Hunter Oden scored 23 points and put home the game-winner with one second to play Friday night as Piedmont upset sixth-ranked El Reno 63-61 inside Collett Fieldhouse.

The Wildcats’ head coach and top assistant weren’t there to celebrate, though.

Hours earlier during seventh hour, Oden and his teammates learned that head coach Aaron Daniels and assistant coach Creed Flowers had been suspended indefinitely pending a district review of the duo’s off-court conduct.

“It was shocking, really,” Oden said.

Piedmont athletic director Layne Jones called their absence a personnel matter that he could not discuss.

Sources told The Piedmont-Surrey Gazette that the suspension resulted from a chain of group text messages between players and the coaching staff in which Daniels and Flowers used foul language and made inappropriate comments about women.

The messages were brought to Piedmont’s administration Friday morning by a parent of a player on the team, sources said.

The school district issued a statement Friday night.

“Piedmont Public Schools is committed to providing a positive, respectful school environment for students and staff. A report of a possible failure to follow district policy in regards to communication by school employees has been brought to our attention. We are in the process of completing a thorough investigation of these allegations,” the statement read. “At this time, members of our boys’ basketball coaching staff, including head coach Aaron Daniels, will not be actively coaching our team. This decision is for an indefinite period, beginning today.”

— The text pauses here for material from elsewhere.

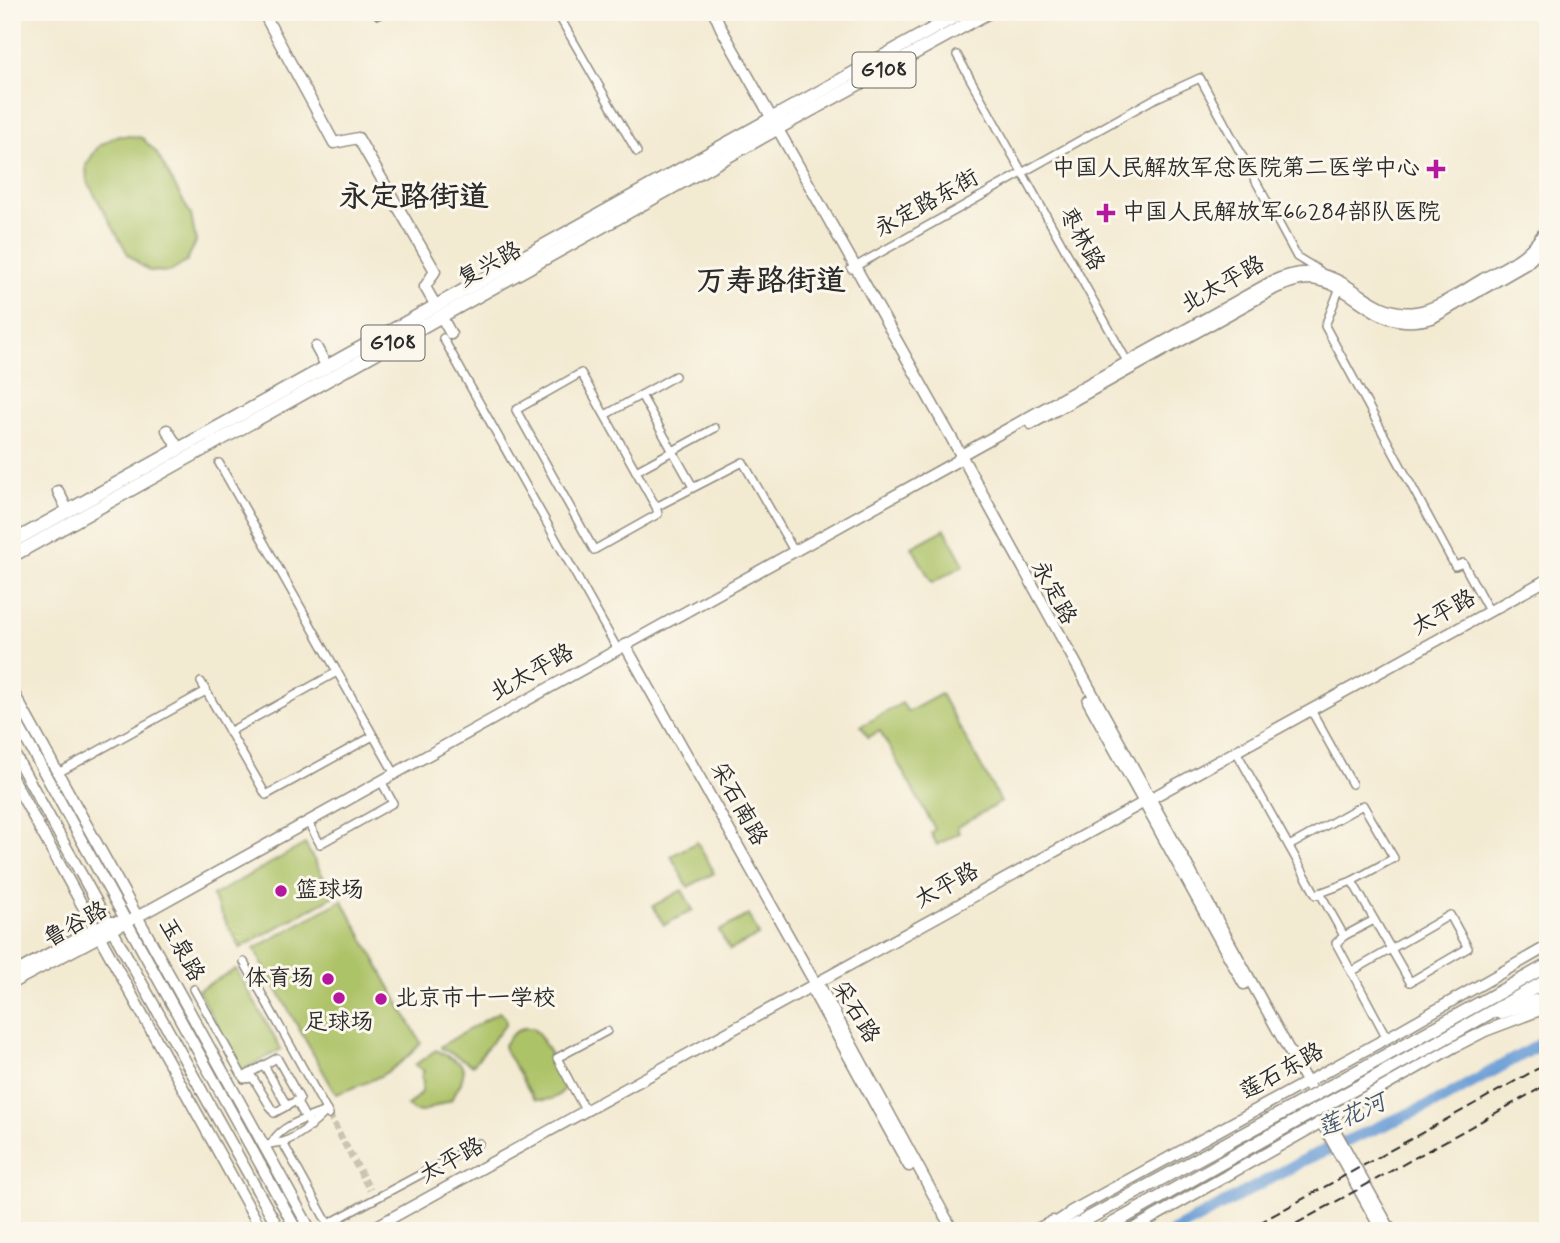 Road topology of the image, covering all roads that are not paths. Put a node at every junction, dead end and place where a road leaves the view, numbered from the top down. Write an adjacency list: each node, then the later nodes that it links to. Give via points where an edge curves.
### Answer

Daniels will not teach during the suspension.

Piedmont Intermediate school assistant principal Eric Carr served as acting head coach Friday night and will continue to do so. Carr is not currently a coach within the district, but coached girls basketball at El Reno and Calumet previously.

He said he’d seen the team play ‘a couple of times this season’ before being thrust into the role of head coach on short notice.

“It wasn’t about me tonight,” Carr said. “It was all those guys tonight. They played great.”

Piedmont (3-4) rallied from a nine-point fourth quarter deficit on 3-pointers from Oden, Rylan McDaniel and Dylan Hahn to tie the game at 57.

With the game even at 61 with 0:17 seconds to play, El Reno (6-2) tried to hold for the final shot, but McDaniel deflected a pass and saved it from going out of bounds with a behind-the-back pass to Hahn near midcourt who threw ahead to Oden for a layup with less than a second to go.

“Rylan made a good steal and I just took off,” Oden said of his first-ever game-winner.

McDaniel said the last-second scenario was one that Piedmont had gone over many times before in practice and that he had a good idea Hahn would be in the middle of the court to collect his pass.

“I just said, be there, bro. You’re always there in practice,” McDaniel said.

Carr credited McDaniel for suggesting Piedmont switch to a 2-3 zone on the game’s final possession, which the Wildcats did.

McDaniel said he thought the zone would keep El Reno center Eli Hollis, who scored a game-high 25 points, from getting an open shot down low, but that wasn’t the only reason he made the suggestion.

“I was in foul trouble and I didn’t want to foul out,” he said. “It worked out for the best.”

McDaniel scored 11 points.

Oden said regrouping after the stunning news was a challenge, but that it was the team’s only good option.

“We knew we had to play,” Oden said. “Either you roll up and get beat or you fight. So we fought.”